Perhaps the main environmental accomplishment of Kitty Piercy’s term was her tie-breaking City Council vote to remove the City’s support for the WEP, and her vote at the Lane Council of Governments to remove the WEP from the Regional Transportation Plan.

The City’s change of position was the excuse used by FHWA to cancel the WEP via a “no build” Record of Decision in March 2007. Privately, the transportation agencies knew the WEP would violate nearly every transportation law, the highway was not needed, it was overpriced and fixing cracked bridges on Interstate 5 is a bigger priority for ODOT and FHWA.

In November, 2007, Mayor Piercy voted for a new Regional Transportation Plan that contains $817 million for more road expansion during the remaining decades of the petroleum era. The other Eugene representative at the “LCOG” committee that decides this plan, Alan Zalenka, voted against this proposal. The City of Springfield is now pressuring Rep. DeFazio to appropriate pork barrel funds to pay for their highway expansions on Route 126 in Thurston. This is not “sustainability.”

After the WEP’s demise, Mayor Piercy created the West Eugene Collaborative, a group focused on transportation and land use. The "WEC" includes bureaucrats, politicians, chamber of commerce members and Friends of Eugene, but it does not include any of the nine west Eugene neighborhood organizations in the study area.

The WEC’s reports ignore the WETLANDS alternative -- West Eugene Transportation, Land and Neighborhood Design Solutions -- even though the WEC’s primary convener Mary O’Brien privately called it “brilliant” and the consultants told this writer that it was well presented.

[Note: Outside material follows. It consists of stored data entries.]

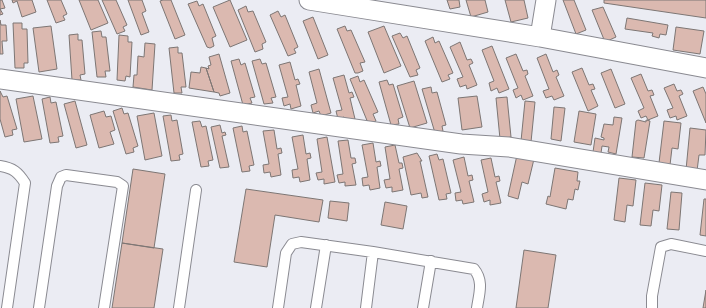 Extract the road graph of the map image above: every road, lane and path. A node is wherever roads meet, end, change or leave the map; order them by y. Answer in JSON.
{"nodes":[{"id":1,"x":309,"y":0,"type":"edge"},
{"id":2,"x":546,"y":0,"type":"edge"},
{"id":3,"x":540,"y":37,"type":"junction"},
{"id":4,"x":706,"y":68,"type":"edge"},
{"id":5,"x":0,"y":79,"type":"edge"},
{"id":6,"x":0,"y":166,"type":"edge"},
{"id":7,"x":706,"y":180,"type":"edge"},
{"id":8,"x":196,"y":190,"type":"dead end"},
{"id":9,"x":326,"y":245,"type":"junction"},
{"id":10,"x":706,"y":251,"type":"edge"},
{"id":11,"x":373,"y":252,"type":"junction"},
{"id":12,"x":430,"y":261,"type":"junction"},
{"id":13,"x":7,"y":308,"type":"edge"},
{"id":14,"x":39,"y":308,"type":"edge"},
{"id":15,"x":104,"y":308,"type":"edge"},
{"id":16,"x":179,"y":308,"type":"edge"},
{"id":17,"x":278,"y":308,"type":"edge"},
{"id":18,"x":316,"y":308,"type":"edge"},
{"id":19,"x":366,"y":308,"type":"edge"},
{"id":20,"x":423,"y":308,"type":"edge"},
{"id":21,"x":477,"y":308,"type":"edge"},
{"id":22,"x":652,"y":308,"type":"edge"}],
"edges":[{"from":1,"to":3,"type":"street"},
{"from":2,"to":3,"type":"street"},
{"from":3,"to":4,"type":"street"},
{"from":5,"to":7,"type":"street"},
{"from":6,"to":13,"type":"lane"},
{"from":8,"to":16,"type":"lane"},
{"from":9,"to":11,"type":"lane"},
{"from":9,"to":17,"type":"lane"},
{"from":9,"to":18,"type":"lane"},
{"from":10,"to":22,"type":"lane"},
{"from":11,"to":12,"type":"lane"},
{"from":11,"to":19,"type":"lane"},
{"from":12,"to":20,"type":"lane"},
{"from":12,"to":21,"type":"lane"},
{"from":14,"to":15,"type":"lane"}]}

In March, 2008, the WEC had its first “design storm” exercise to solicit suggestions for solutions. The map prepared by the “collaborators” included a new proposal to build the eastern half of the Parkway through Bertelsen Nature Park as long as it included a Bus Rapid Transit component and new development (in wetlands!) around the bus stops. This map is preliminary and unofficial, but it is similar the "Crandall Arambula" option, a worse version of the WEP promoted in 2002 by Mary O’Brien, Rob Zako and Rob Handy. The "Crandall Arambula" option (named after the Portland architects who consulted on it) would have built the WEP plus an express bus and commercial development in the wetlands around the bus stops. Crandall Arambula would have paved more wetlands, forests, homes and farmland than ODOT’s version. No environmentalist who publicly opposed Crandall Arambula was invited to be part of the alleged "collaborative"

On April 12, 2008, one of the main campaigners for Piercy's re-election told this writer that opposing all of the Parkway was unrealistic and that the environmentalists needed to compromise.

Kitty united Eugene - against her downtown corporate welfare plan, which was equally rejected by all parts of the City in November 2007. It would be nice to see politicians who talk green implement policies consistent with their rhetorical statements.

 

Mark Robinowitz is a "road scholar" who prepared technical details of WETLANDS vs. FHWA, a lawsuit to prevent the Parkway if it had been approved.